PROBLEM DETAILS: All of the data should be output character for character, except the pictures.

EXTRACTED INFORMATION:

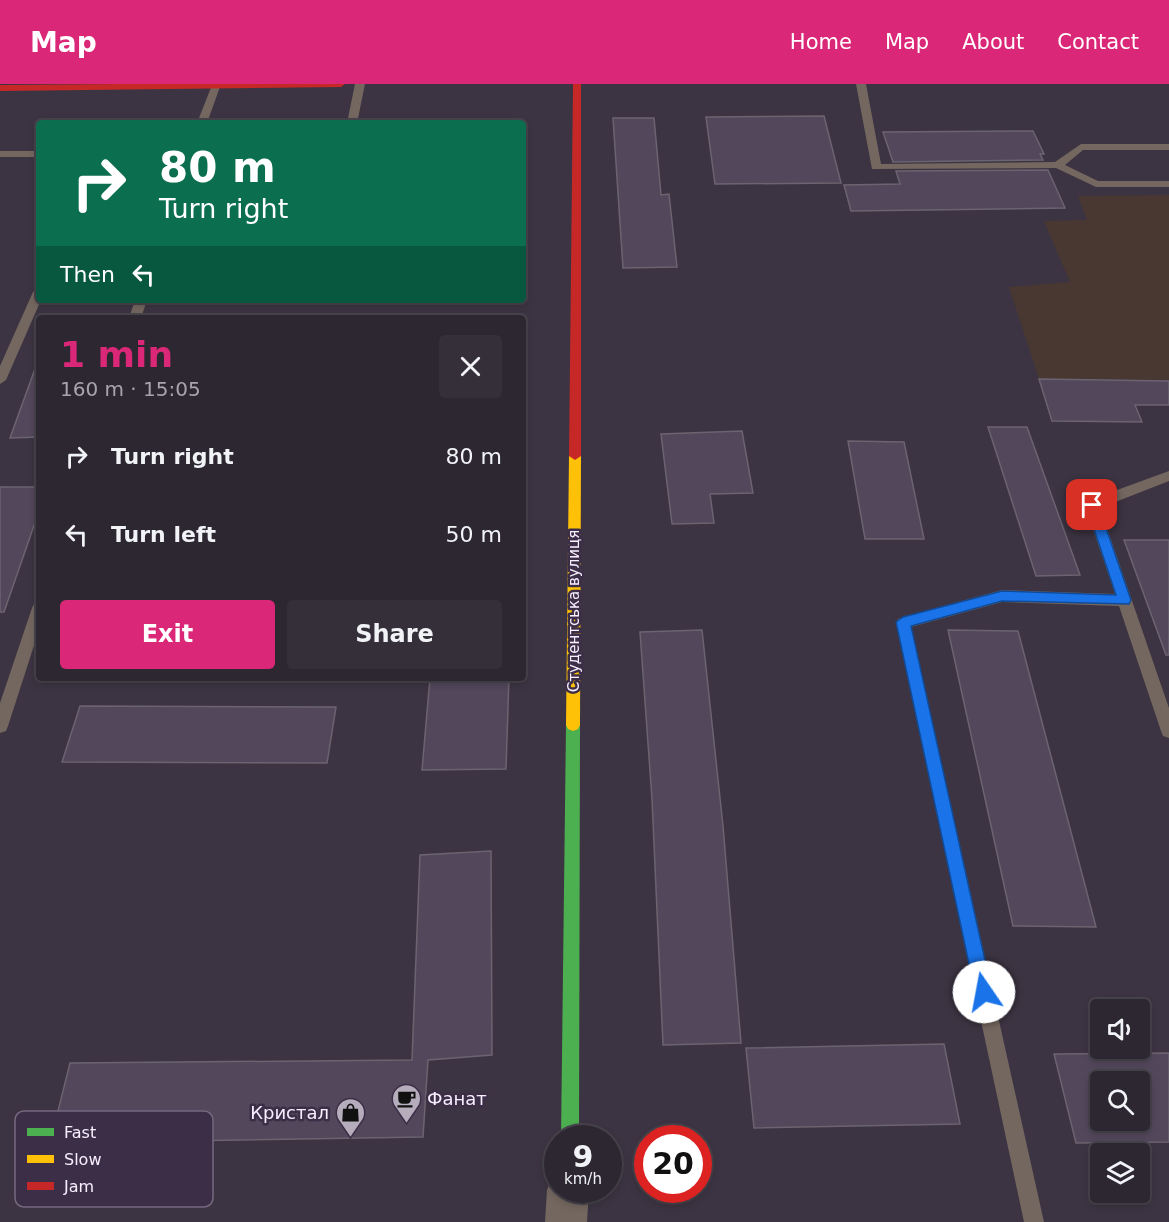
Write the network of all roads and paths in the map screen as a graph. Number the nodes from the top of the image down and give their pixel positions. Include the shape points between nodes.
1 (341, 84) edge
2 (360, 84) edge
3 (576, 84) edge
4 (861, 84) edge
5 (217, 86) junction
6 (0, 88) edge
7 (203, 120) edge
8 (353, 120) edge
9 (1169, 147) edge
10 (0, 154) edge
11 (36, 154) edge
12 (1058, 165) junction
13 (1169, 184) edge
14 (36, 299) edge
15 (0, 380) edge
16 (1169, 476) edge
17 (1125, 600) junction
18 (36, 617) edge
19 (0, 726) edge
20 (1169, 731) edge
21 (570, 1125) edge
22 (567, 1203) edge
23 (566, 1222) edge
24 (1034, 1222) edge

1 - 5 street
2 - 8 lane
3 - 21 street, Студентська вулиця
4 - 12 lane via 876,167
5 - 6 street
5 - 7 lane
9 - 12 lane via 1081,147
10 - 11 lane
12 - 13 lane via 1096,184
14 - 15 lane
16 - 17 lane via 1092,505
17 - 20 lane
17 - 24 lane via 1002,596 903,622
18 - 19 lane
22 - 23 street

ANSWER TO THIS EXERCISE:
Write the network of all roads and paths in the map screen as a graph. Number the nodes from the top of the image down and give their pixel positions. Include the shape points between nodes.
1 (341, 84) edge
2 (360, 84) edge
3 (576, 84) edge
4 (861, 84) edge
5 (217, 86) junction
6 (0, 88) edge
7 (203, 120) edge
8 (353, 120) edge
9 (1169, 147) edge
10 (0, 154) edge
11 (36, 154) edge
12 (1058, 165) junction
13 (1169, 184) edge
14 (36, 299) edge
15 (0, 380) edge
16 (1169, 476) edge
17 (1125, 600) junction
18 (36, 617) edge
19 (0, 726) edge
20 (1169, 731) edge
21 (570, 1125) edge
22 (567, 1203) edge
23 (566, 1222) edge
24 (1034, 1222) edge

1 - 5 street
2 - 8 lane
3 - 21 street, Студентська вулиця
4 - 12 lane via 876,167
5 - 6 street
5 - 7 lane
9 - 12 lane via 1081,147
10 - 11 lane
12 - 13 lane via 1096,184
14 - 15 lane
16 - 17 lane via 1092,505
17 - 20 lane
17 - 24 lane via 1002,596 903,622
18 - 19 lane
22 - 23 street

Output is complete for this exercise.